At the University of Toronto, IBM pursued a start-up called Ross Intelligence that makes a smart legal assistant, and extended a free offer to use its A.I. software, called Watson. For IBM, the financial payoff would come if start-ups like Ross generated sales, followed by a revenue-sharing arrangement. “No upfront costs at all,” said Andrew Arruda, chief executive of the start-up, which moved last year to Silicon Valley.”
The other article references an executive at Google:
“There is going to be a boom for design companies, because there’s going to be so much information people have to work through quickly,” said Diane B. Greene, the head of Google Compute Engine, one of the companies hoping to steer an A.I. boom. “Just teaching companies how to use A.I. will be a big business.”
This kind of change is what keeps Silicon Valley going. When personal computers displaced mainframe computers, it opened the door not just for Apple, but for companies making PC software for business, games and publishing. In the networking and Internet revolutions, venture capitalists invested in these new computing styles, and another generation of companies was born.
Over the last decade, smartphones, social networks and cloud computing have moved from feeding the growth of companies like Facebook and Twitter, leapfrogging to Uber, Airbnb and others that have used the phones, personal rating systems and powerful remote computers in the cloud to create their own new businesses.
Believe it or not, that stuff may be heading for the rearview mirror already. The tech industry’s new architecture is based not just on the giant public computing clouds of Google, Microsoft and Amazon, but also on their A.I. capabilities. These clouds create more efficient and supple use of computing resources, available for rent. Smaller clouds used in corporate systems are designed to connect to them.
The A.I. resources Ms. Greene is opening up at Google are remarkable. Google’s autocomplete feature that most of us use when doing a search can instantaneously touch 500 computers in several locations as it guesses what we are looking for. Services like Maps and Photos have over a billion users, sorting places and faces by computer. Gmail sifts through 1.4 petabytes of data, or roughly two billion books’ worth of information, every day.”
However, if history is to repeat itself, it is not necessarily the big well-established companies that will win the war. Apple, and Microsoft in the 1970s/80s, Google, and Amazon in 1990s/2000s, came from out of nowhere to dominate new digital technologies of their era.
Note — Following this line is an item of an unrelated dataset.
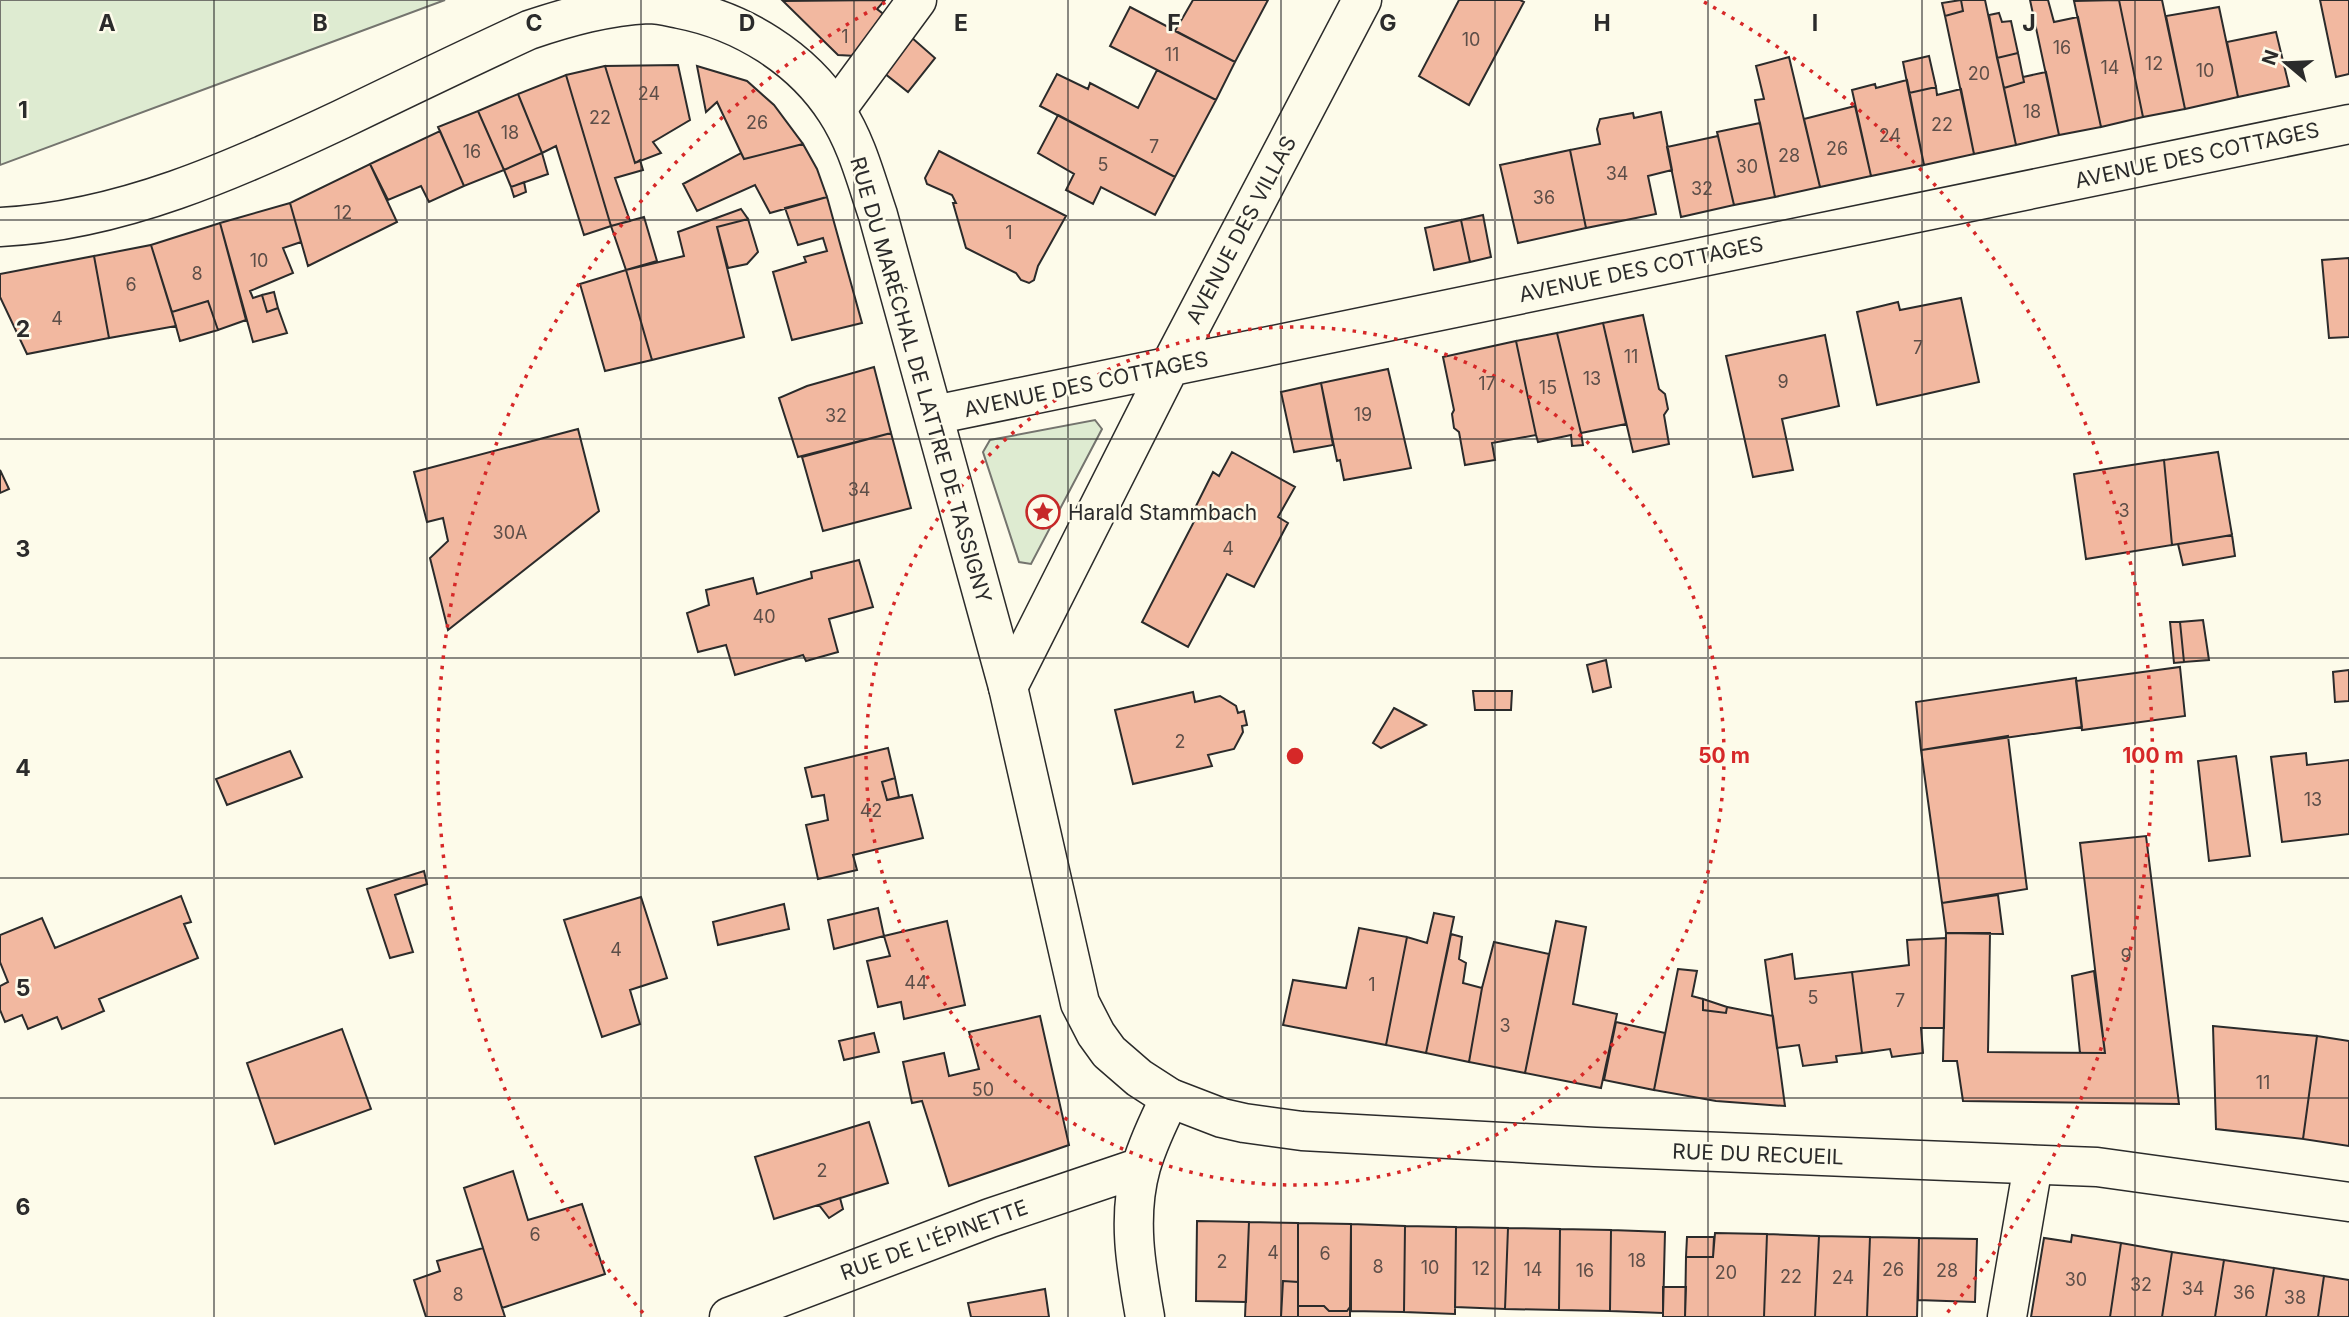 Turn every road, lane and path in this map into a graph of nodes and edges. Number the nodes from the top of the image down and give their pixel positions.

As an example, a start-up like Diffbot in Palo Alto, Calif., is willing to jump into the fray with industry giants under the assumption that there is plenty to figure out.
The company, which was founded by Mike Tung, a Stanford computer science graduate student, in 2008, recently raised $10 million to compete directly with Google. Even though Diffbot is still being run out of a home near the Stanford campus, Mr. Tung is thinking big.
“Our goal is to capture all human knowledge,” he said. “I would like for Diffbot to build an iconic company around data. There are companies focusing on computing, but there is no Amazon of data.”